Prepare Data for Atlas
Atlas accepts data files that contain text & image content for embedding generation, as well as the relevant associated metadata.
For programmatic dataset uploads, our Python SDK allows you to upload datasets directly from Python code.
File Requirements
- Supported formats: CSV, TSV, JSON, or JSONL
- Column names:
- For CSV/TSV: Files must include a header row specifying column names
- For JSON/JSONL: Each object must use consistent field names
- Content: At least one column/field to embed, containing either natural language text or a path to an image.

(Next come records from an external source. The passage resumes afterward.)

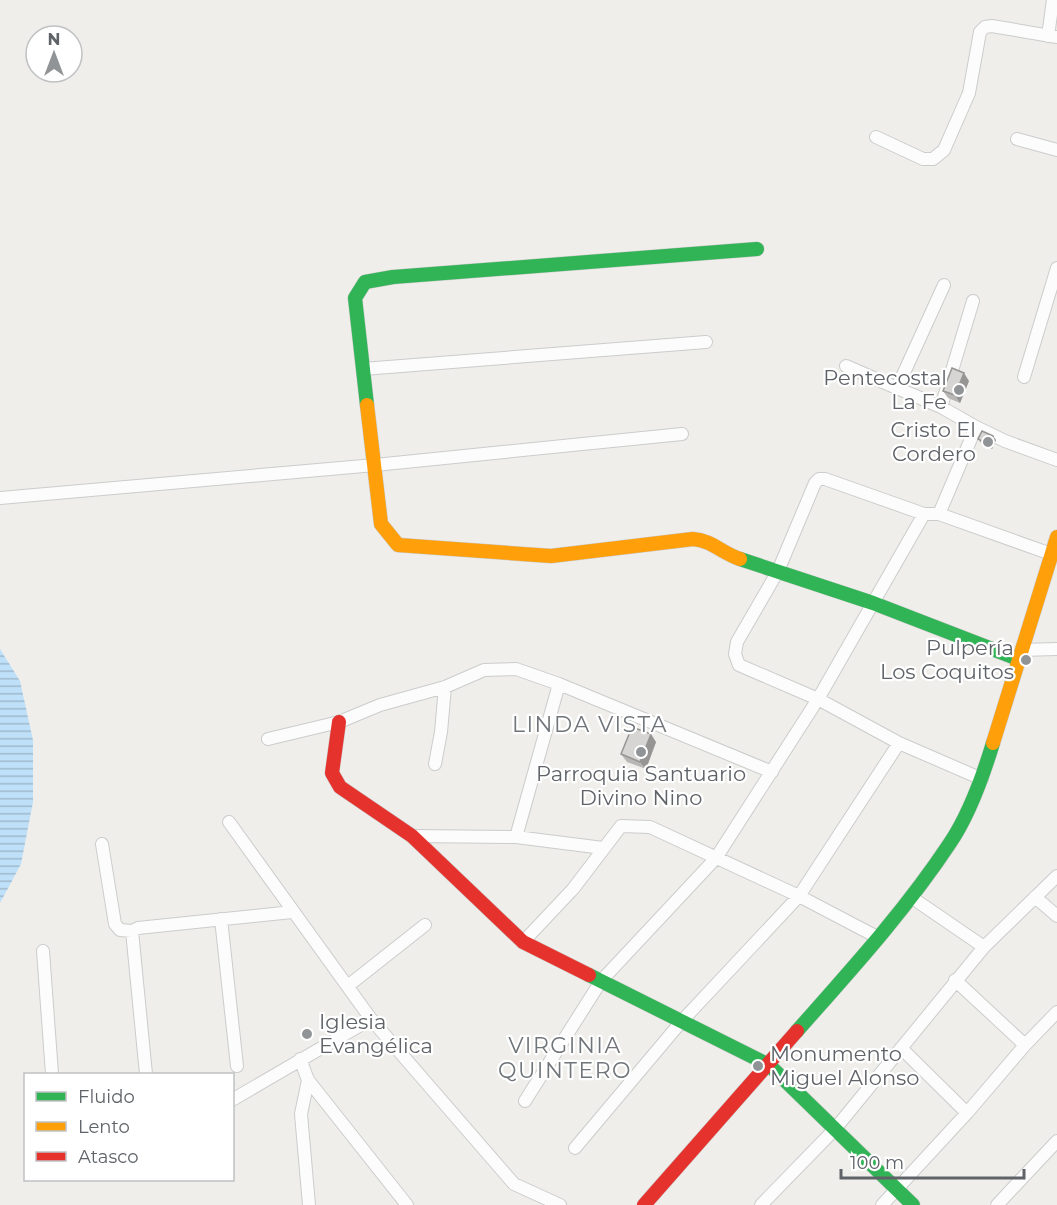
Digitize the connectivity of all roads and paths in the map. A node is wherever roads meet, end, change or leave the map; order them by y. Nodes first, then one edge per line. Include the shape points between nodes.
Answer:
1 (1053, 0) edge
2 (1052, 37) edge
3 (876, 138) dead end
4 (1017, 139) dead end
5 (1057, 150) edge
6 (757, 249) dead end
7 (1057, 268) edge
8 (944, 285) dead end
9 (1054, 293) edge
10 (973, 301) dead end
11 (706, 342) dead end
12 (846, 366) dead end
13 (363, 369) junction
14 (1024, 377) dead end
15 (897, 388) junction
16 (941, 407) junction
17 (976, 427) junction
18 (682, 434) dead end
19 (1057, 460) edge
20 (375, 465) junction
21 (0, 498) edge
22 (924, 514) junction
23 (939, 514) junction
24 (1057, 537) edge
25 (1050, 554) junction
26 (778, 571) junction
27 (873, 603) junction
28 (1057, 649) edge
29 (1019, 654) junction
30 (559, 684) junction
31 (445, 687) junction
32 (818, 699) junction
33 (339, 722) junction
34 (268, 739) dead end
35 (899, 743) junction
36 (435, 764) dead end
37 (772, 772) junction
38 (982, 779) junction
39 (230, 822) dead end
40 (412, 836) junction
41 (516, 837) junction
42 (102, 844) dead end
43 (603, 848) junction
44 (716, 858) junction
45 (1057, 876) edge
46 (799, 896) junction
47 (911, 897) junction
48 (1035, 897) junction
49 (292, 912) junction
50 (1057, 916) edge
51 (221, 919) junction
52 (425, 924) dead end
53 (132, 931) junction
54 (879, 938) junction
55 (522, 942) junction
56 (984, 946) junction
57 (44, 951) dead end
58 (955, 980) junction
59 (601, 981) junction
60 (349, 985) junction
61 (1057, 1013) edge
62 (371, 1019) junction
63 (681, 1022) junction
64 (1025, 1045) junction
65 (901, 1048) junction
66 (300, 1059) junction
67 (769, 1065) junction
68 (237, 1066) dead end
69 (52, 1073) edge
70 (146, 1073) edge
71 (308, 1080) junction
72 (234, 1099) edge
73 (525, 1101) dead end
74 (966, 1113) junction
75 (835, 1129) junction
76 (1057, 1141) edge
77 (575, 1148) dead end
78 (895, 1189) junction
79 (649, 1204) edge
80 (309, 1205) edge
81 (407, 1205) edge
82 (560, 1205) edge
83 (761, 1205) edge
84 (882, 1205) edge
85 (913, 1205) edge
86 (997, 1205) edge

1 - 2 street
2 - 3 street via 992,26 980,32 969,93 944,150 933,159 922,159
4 - 5 street
6 - 13 street via 365,282 355,298
7 - 9 street
8 - 15 street
9 - 14 street
10 - 16 street
11 - 13 street
12 - 15 street
13 - 20 street
15 - 16 street
16 - 17 street
17 - 19 street
17 - 23 street
18 - 20 street
20 - 21 street
20 - 26 street via 381,524 398,545 551,556 693,539 706,540 728,555
22 - 23 street
22 - 26 street via 819,479
22 - 27 street
23 - 25 street
24 - 25 street
25 - 29 street
26 - 27 street
26 - 32 street via 735,654 740,665
27 - 29 street
27 - 32 street
28 - 29 street
29 - 38 street
30 - 31 street via 516,669 484,670
30 - 37 street
30 - 41 street
31 - 33 street via 380,705
31 - 36 street
32 - 35 street
32 - 37 street
33 - 34 street
33 - 40 street via 332,773 340,787
35 - 38 street
35 - 46 street
37 - 44 street
38 - 47 street via 951,842
39 - 49 street
40 - 41 street
40 - 55 street
41 - 43 street
42 - 53 street via 115,924 120,930
43 - 44 street via 621,826 650,827
43 - 55 street via 573,889
44 - 46 street
44 - 59 street
45 - 48 street
46 - 54 street
46 - 63 street
47 - 54 street
47 - 56 street
48 - 50 street
48 - 56 street
49 - 51 street
49 - 60 street
51 - 53 street
51 - 68 street
52 - 60 street
53 - 70 street
54 - 67 street
55 - 59 street
56 - 58 street
57 - 69 street
58 - 64 street
58 - 65 street
59 - 63 street
59 - 73 street
60 - 62 street
61 - 64 street
62 - 66 street
62 - 82 street via 514,1184
63 - 67 street
63 - 77 street
64 - 74 street
65 - 74 street
65 - 75 street
66 - 71 street
66 - 72 street
67 - 75 street
67 - 79 street
71 - 80 street via 301,1114
71 - 81 street
74 - 78 street
75 - 78 street
75 - 83 street
76 - 86 street
78 - 84 street
78 - 85 street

- Size limits: at least 20 rows (and for free users, at most 250,000 rows), with a total file size under 1GB
Best Practices
Include All Available Metadata
When preparing your dataset, include all relevant metadata fields since Atlas can efficiently handle datasets with many columns. These additional columns provide valuable context and enable richer analysis through the data map controls. Consider including metadata like timestamps, categories, authors, status fields, IDs, ratings, and any other fields that could provide useful context or filtering capabilities.
Date and Time Formatting
For consistent handling of temporal information, convert all datetime fields to ISO 8601 format. Instead of using formats like 3/14/24 3:30 PM
, use the standardized format 2024-03-14T15:30:00Z
. This ensures that Atlas can properly process and display temporal data across your dataset.
Unnest Data
If your data contains nested structures or objects (like JSON objects), unnest them into separate columns before uploading to Atlas. For example, instead of having a single column containing {"status": "open", "priority": 3}
, split it into two separate columns: status
with value "open" and priority
with value 3. This flat structure allows for better filtering and analysis in Atlas.
Upload
Visit Atlas Dashboard
Once you are signed up for Atlas and logged in, visit https://atlas.nomic.ai/data to open your Atlas Dashboard.

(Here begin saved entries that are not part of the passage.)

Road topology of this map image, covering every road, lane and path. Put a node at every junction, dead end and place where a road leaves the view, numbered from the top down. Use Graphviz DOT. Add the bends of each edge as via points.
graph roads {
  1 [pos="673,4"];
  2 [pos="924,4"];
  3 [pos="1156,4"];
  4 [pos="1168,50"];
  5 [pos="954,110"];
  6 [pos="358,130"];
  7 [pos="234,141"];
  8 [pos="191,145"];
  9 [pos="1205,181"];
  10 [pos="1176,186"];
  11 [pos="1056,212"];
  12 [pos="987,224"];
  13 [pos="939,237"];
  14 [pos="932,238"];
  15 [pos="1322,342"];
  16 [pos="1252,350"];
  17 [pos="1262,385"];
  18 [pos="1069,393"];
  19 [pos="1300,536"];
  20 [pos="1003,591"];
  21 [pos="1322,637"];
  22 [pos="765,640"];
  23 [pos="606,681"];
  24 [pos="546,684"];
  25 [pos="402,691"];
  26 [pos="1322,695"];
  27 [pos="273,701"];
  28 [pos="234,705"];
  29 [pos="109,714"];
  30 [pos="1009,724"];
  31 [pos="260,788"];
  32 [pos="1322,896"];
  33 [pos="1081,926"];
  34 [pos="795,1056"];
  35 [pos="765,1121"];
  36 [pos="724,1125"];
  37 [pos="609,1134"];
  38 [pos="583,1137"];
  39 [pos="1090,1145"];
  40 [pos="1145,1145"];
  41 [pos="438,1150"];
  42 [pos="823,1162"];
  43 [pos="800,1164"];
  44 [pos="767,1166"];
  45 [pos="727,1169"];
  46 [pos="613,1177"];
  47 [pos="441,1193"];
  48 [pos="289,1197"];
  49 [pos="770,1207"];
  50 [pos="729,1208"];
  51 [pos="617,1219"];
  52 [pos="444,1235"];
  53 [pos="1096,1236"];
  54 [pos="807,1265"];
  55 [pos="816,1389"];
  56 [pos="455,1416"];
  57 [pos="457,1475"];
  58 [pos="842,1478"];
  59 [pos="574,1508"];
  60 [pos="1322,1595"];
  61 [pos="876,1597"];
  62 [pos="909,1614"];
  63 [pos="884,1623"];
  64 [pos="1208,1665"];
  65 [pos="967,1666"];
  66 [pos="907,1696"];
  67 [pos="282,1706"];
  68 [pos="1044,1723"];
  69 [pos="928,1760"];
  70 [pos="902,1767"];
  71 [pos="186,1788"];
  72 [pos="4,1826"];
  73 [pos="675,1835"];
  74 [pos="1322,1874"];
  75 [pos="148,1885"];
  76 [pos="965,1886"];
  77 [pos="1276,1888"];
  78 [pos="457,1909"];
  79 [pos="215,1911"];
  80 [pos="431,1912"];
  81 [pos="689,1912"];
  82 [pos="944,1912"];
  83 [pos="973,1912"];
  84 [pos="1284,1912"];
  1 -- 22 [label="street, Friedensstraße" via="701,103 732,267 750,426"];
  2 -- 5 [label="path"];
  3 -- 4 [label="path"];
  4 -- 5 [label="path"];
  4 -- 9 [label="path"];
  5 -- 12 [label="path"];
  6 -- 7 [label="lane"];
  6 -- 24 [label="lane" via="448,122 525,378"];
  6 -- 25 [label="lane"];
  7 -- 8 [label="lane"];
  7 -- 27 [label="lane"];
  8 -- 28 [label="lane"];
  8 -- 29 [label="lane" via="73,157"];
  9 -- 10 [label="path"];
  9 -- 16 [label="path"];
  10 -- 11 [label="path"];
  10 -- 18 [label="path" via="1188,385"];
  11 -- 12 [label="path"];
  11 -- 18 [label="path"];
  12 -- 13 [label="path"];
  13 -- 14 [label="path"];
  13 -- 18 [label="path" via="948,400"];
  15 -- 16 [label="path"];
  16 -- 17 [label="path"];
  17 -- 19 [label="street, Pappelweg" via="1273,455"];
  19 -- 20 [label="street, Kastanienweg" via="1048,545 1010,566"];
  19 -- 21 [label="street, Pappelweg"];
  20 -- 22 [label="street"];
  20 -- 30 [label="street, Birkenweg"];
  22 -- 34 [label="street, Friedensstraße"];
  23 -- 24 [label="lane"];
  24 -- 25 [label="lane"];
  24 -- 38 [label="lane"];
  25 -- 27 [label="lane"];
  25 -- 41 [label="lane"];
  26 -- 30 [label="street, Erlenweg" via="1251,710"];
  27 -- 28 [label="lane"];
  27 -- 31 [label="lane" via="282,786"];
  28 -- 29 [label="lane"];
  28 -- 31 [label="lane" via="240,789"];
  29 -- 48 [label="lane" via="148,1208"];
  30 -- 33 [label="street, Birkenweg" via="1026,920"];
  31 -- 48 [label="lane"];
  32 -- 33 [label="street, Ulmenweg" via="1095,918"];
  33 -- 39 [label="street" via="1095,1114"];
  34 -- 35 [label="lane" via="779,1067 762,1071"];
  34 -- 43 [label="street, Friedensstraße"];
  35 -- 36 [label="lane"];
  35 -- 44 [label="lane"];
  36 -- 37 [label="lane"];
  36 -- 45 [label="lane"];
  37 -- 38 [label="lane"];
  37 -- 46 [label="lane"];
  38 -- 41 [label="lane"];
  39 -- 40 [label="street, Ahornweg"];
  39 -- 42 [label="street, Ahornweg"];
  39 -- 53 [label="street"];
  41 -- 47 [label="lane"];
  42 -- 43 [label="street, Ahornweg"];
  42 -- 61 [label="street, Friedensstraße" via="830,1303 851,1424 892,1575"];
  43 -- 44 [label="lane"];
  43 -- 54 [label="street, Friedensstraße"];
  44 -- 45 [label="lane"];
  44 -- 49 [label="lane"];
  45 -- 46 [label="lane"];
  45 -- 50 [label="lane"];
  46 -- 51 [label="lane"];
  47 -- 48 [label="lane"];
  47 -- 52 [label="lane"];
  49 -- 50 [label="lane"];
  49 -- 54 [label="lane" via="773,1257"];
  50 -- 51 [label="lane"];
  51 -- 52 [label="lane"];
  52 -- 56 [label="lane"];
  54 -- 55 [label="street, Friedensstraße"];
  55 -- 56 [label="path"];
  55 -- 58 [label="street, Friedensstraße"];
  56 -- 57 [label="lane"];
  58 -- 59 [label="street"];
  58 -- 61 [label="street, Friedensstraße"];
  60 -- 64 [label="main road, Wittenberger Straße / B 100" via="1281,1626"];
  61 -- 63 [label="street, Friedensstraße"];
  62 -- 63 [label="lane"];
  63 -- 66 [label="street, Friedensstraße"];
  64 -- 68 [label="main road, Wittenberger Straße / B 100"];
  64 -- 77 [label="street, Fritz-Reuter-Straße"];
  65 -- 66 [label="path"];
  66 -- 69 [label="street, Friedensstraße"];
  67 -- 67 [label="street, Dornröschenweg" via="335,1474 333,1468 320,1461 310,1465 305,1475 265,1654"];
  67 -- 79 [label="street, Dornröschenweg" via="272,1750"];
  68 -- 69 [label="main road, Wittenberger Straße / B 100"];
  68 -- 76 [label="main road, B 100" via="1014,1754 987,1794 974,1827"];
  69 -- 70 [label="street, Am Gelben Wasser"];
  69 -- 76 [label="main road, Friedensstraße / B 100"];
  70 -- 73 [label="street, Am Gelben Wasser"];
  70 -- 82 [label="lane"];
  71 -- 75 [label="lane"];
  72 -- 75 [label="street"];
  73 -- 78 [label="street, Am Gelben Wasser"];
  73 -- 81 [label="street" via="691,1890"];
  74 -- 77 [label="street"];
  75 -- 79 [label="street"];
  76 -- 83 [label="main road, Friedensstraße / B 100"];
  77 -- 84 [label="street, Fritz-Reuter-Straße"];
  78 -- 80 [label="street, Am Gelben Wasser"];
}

Alteratively, on the Nomic Atlas homepage click the Dashboard
button.
Your organization's data maps live here. For new organizations with no datasets yet, you will be prompted to get started uploading your first dataset.
Create New Dataset
If you have no datasets yet, visiting your dashboard will prompt you to create one.
If you have existing datasets,
click to create a new dataset.
You can upload text to Atlas via dataset connectors, via Python, or by uploading your own file directly. Here we upload a .csv
file by dropping it onto the Atlas upload page.

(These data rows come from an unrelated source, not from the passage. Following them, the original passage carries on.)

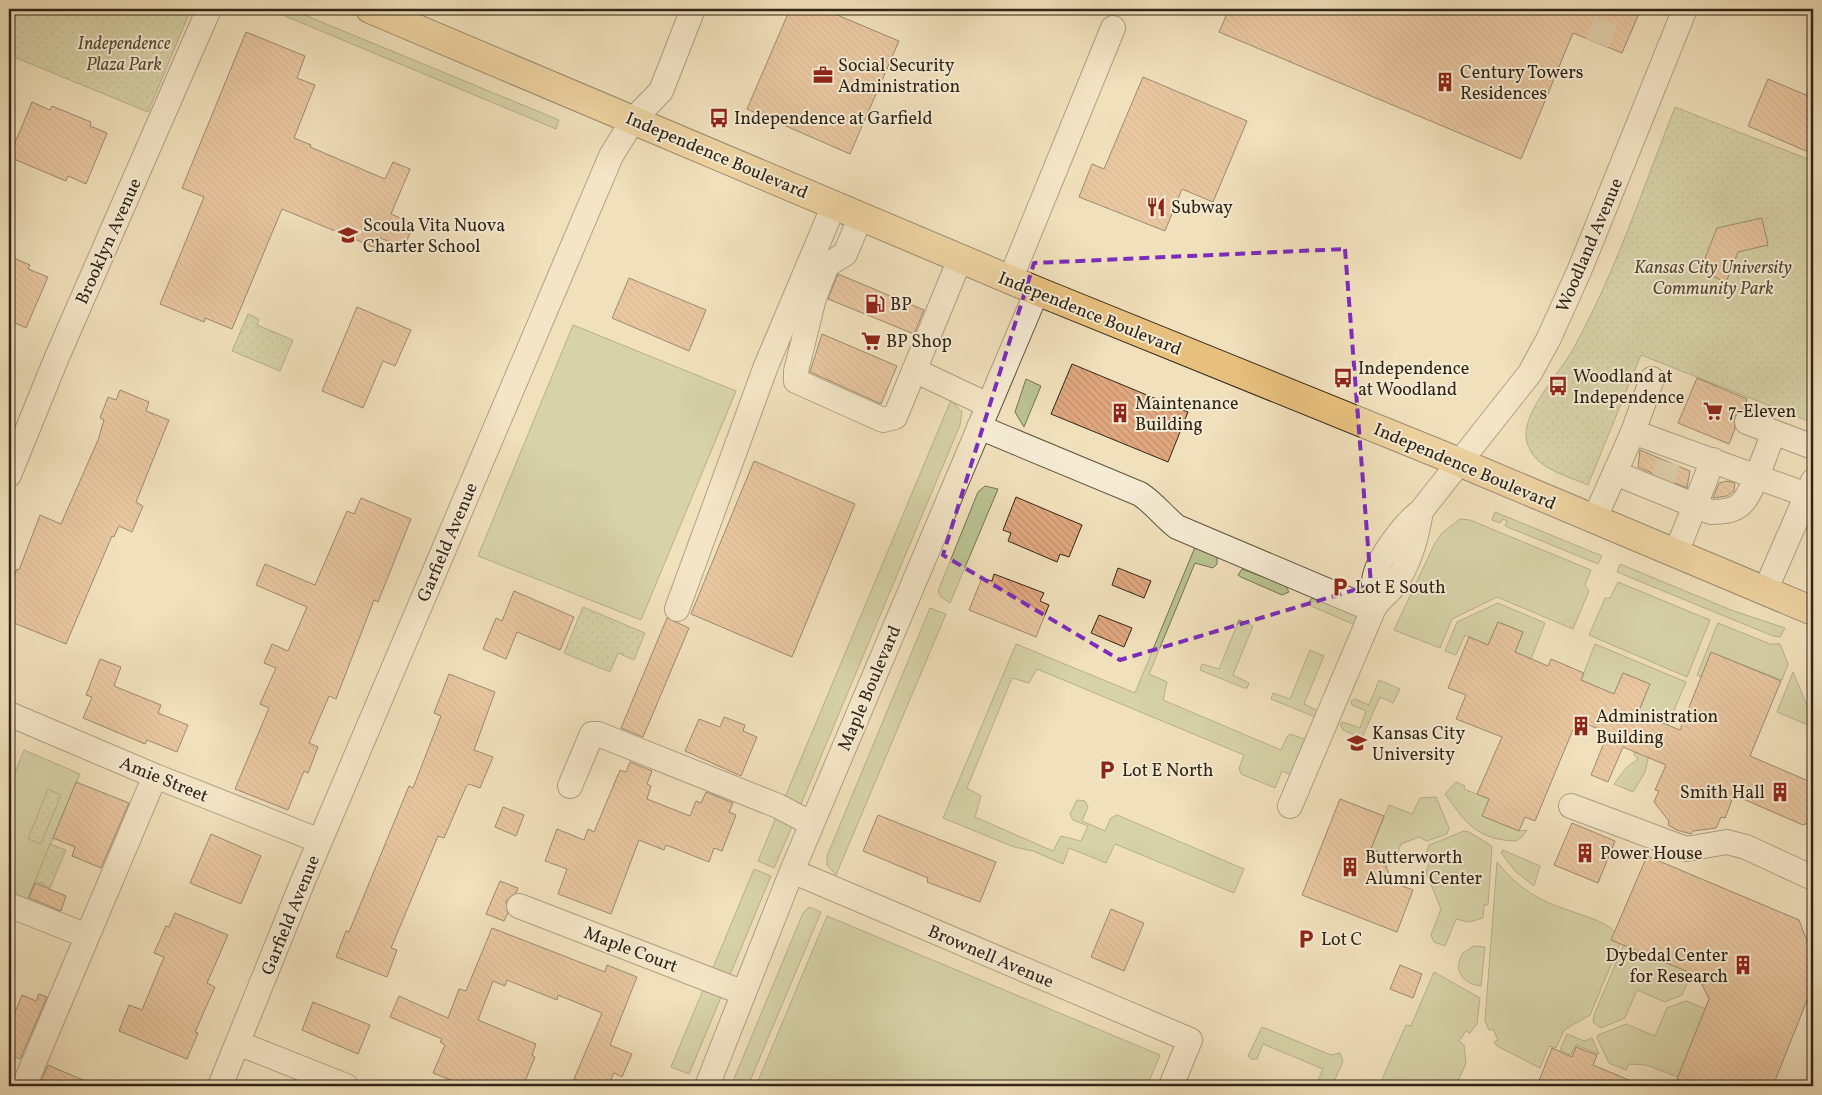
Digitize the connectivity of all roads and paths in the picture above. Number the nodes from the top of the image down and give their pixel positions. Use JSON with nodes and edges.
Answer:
{"nodes":[{"id":1,"x":209,"y":9,"type":"edge"},
{"id":2,"x":370,"y":9,"type":"edge"},
{"id":3,"x":693,"y":9,"type":"edge"},
{"id":4,"x":1685,"y":9,"type":"edge"},
{"id":5,"x":1113,"y":28,"type":"dead end"},
{"id":6,"x":634,"y":120,"type":"junction"},
{"id":7,"x":834,"y":205,"type":"junction"},
{"id":8,"x":861,"y":216,"type":"junction"},
{"id":9,"x":960,"y":259,"type":"junction"},
{"id":10,"x":1010,"y":280,"type":"junction"},
{"id":11,"x":1037,"y":291,"type":"junction"},
{"id":12,"x":914,"y":370,"type":"junction"},
{"id":13,"x":1652,"y":379,"type":"dead end"},
{"id":14,"x":988,"y":405,"type":"junction"},
{"id":15,"x":1747,"y":422,"type":"dead end"},
{"id":16,"x":979,"y":427,"type":"junction"},
{"id":17,"x":1633,"y":432,"type":"junction"},
{"id":18,"x":1774,"y":432,"type":"junction"},
{"id":19,"x":1813,"y":447,"type":"edge"},
{"id":20,"x":1713,"y":460,"type":"junction"},
{"id":21,"x":1459,"y":462,"type":"junction"},
{"id":22,"x":1615,"y":473,"type":"junction"},
{"id":23,"x":9,"y":474,"type":"edge"},
{"id":24,"x":1756,"y":476,"type":"junction"},
{"id":25,"x":1810,"y":488,"type":"edge"},
{"id":26,"x":1695,"y":506,"type":"junction"},
{"id":27,"x":1594,"y":520,"type":"junction"},
{"id":28,"x":1676,"y":553,"type":"junction"},
{"id":29,"x":1765,"y":591,"type":"junction"},
{"id":30,"x":1375,"y":605,"type":"junction"},
{"id":31,"x":677,"y":609,"type":"dead end"},
{"id":32,"x":1813,"y":611,"type":"edge"},
{"id":33,"x":9,"y":714,"type":"edge"},
{"id":34,"x":155,"y":776,"type":"junction"},
{"id":35,"x":570,"y":786,"type":"dead end"},
{"id":36,"x":1290,"y":806,"type":"dead end"},
{"id":37,"x":1571,"y":806,"type":"dead end"},
{"id":38,"x":812,"y":824,"type":"junction"},
{"id":39,"x":320,"y":841,"type":"junction"},
{"id":40,"x":792,"y":871,"type":"junction"},
{"id":41,"x":1813,"y":878,"type":"edge"},
{"id":42,"x":9,"y":905,"type":"edge"},
{"id":43,"x":519,"y":906,"type":"dead end"},
{"id":44,"x":87,"y":936,"type":"junction"},
{"id":45,"x":744,"y":993,"type":"junction"},
{"id":46,"x":238,"y":1043,"type":"junction"},
{"id":47,"x":24,"y":1086,"type":"edge"},
{"id":48,"x":220,"y":1086,"type":"edge"},
{"id":49,"x":346,"y":1086,"type":"edge"},
{"id":50,"x":707,"y":1086,"type":"edge"},
{"id":51,"x":1171,"y":1086,"type":"edge"}],
"edges":[{"from":1,"to":23,"type":"street","name":"Brooklyn Avenue"},
{"from":2,"to":6,"type":"main road","name":"Independence Boulevard"},
{"from":3,"to":6,"type":"street","name":"Garfield Avenue"},
{"from":4,"to":21,"type":"street","name":"Woodland Avenue"},
{"from":5,"to":10,"type":"street"},
{"from":6,"to":7,"type":"main road","name":"Independence Boulevard"},
{"from":6,"to":39,"type":"street","name":"Garfield Avenue"},
{"from":7,"to":8,"type":"main road","name":"Independence Boulevard"},
{"from":7,"to":31,"type":"street"},
{"from":8,"to":9,"type":"main road","name":"Independence Boulevard"},
{"from":8,"to":12,"type":"street"},
{"from":9,"to":10,"type":"main road","name":"Independence Boulevard"},
{"from":9,"to":12,"type":"street"},
{"from":10,"to":11,"type":"main road","name":"Independence Boulevard"},
{"from":11,"to":14,"type":"street","name":"Maple Boulevard"},
{"from":11,"to":21,"type":"main road","name":"Independence Boulevard"},
{"from":12,"to":14,"type":"street"},
{"from":13,"to":17,"type":"street"},
{"from":14,"to":16,"type":"street","name":"Maple Boulevard"},
{"from":15,"to":18,"type":"street"},
{"from":16,"to":30,"type":"street"},
{"from":16,"to":38,"type":"street","name":"Maple Boulevard"},
{"from":17,"to":20,"type":"street"},
{"from":17,"to":22,"type":"street"},
{"from":18,"to":19,"type":"street"},
{"from":18,"to":24,"type":"street"},
{"from":20,"to":24,"type":"street"},
{"from":20,"to":26,"type":"street"},
{"from":21,"to":27,"type":"main road","name":"Independence Boulevard"},
{"from":21,"to":30,"type":"street","name":"Woodland Avenue"},
{"from":22,"to":26,"type":"street"},
{"from":22,"to":27,"type":"street"},
{"from":24,"to":25,"type":"street"},
{"from":24,"to":26,"type":"street"},
{"from":25,"to":29,"type":"street"},
{"from":26,"to":28,"type":"street"},
{"from":27,"to":28,"type":"main road","name":"Independence Boulevard"},
{"from":28,"to":29,"type":"main road","name":"Independence Boulevard"},
{"from":29,"to":32,"type":"main road","name":"Independence Boulevard"},
{"from":30,"to":36,"type":"street"},
{"from":33,"to":34,"type":"street","name":"Amie Street"},
{"from":34,"to":39,"type":"street","name":"Amie Street"},
{"from":34,"to":44,"type":"street"},
{"from":35,"to":38,"type":"street"},
{"from":37,"to":41,"type":"street"},
{"from":38,"to":40,"type":"street","name":"Maple Boulevard"},
{"from":39,"to":46,"type":"street","name":"Garfield Avenue"},
{"from":40,"to":45,"type":"street","name":"Maple Boulevard"},
{"from":40,"to":51,"type":"street","name":"Brownell Avenue"},
{"from":42,"to":44,"type":"street"},
{"from":43,"to":45,"type":"street","name":"Maple Court"},
{"from":44,"to":47,"type":"street"},
{"from":45,"to":50,"type":"street","name":"Maple Boulevard"},
{"from":46,"to":48,"type":"street","name":"Garfield Avenue"},
{"from":46,"to":49,"type":"street"}]}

Take a look at the auto-inferred Name,
Embedding Field,
and dataset settings (e.g., whether to use a multilingual model when embedding, which we deactivate in the above video) before clicking . Your map will take a few minutes to load, requiring more time the more data you upload.
Upload Options
Name
The name which will be used for your data map's display in the Dashboard, as well as its URL.
Embedding Field / Indexed Field
The attribute of your dataset used to arrange the points in the Atlas map.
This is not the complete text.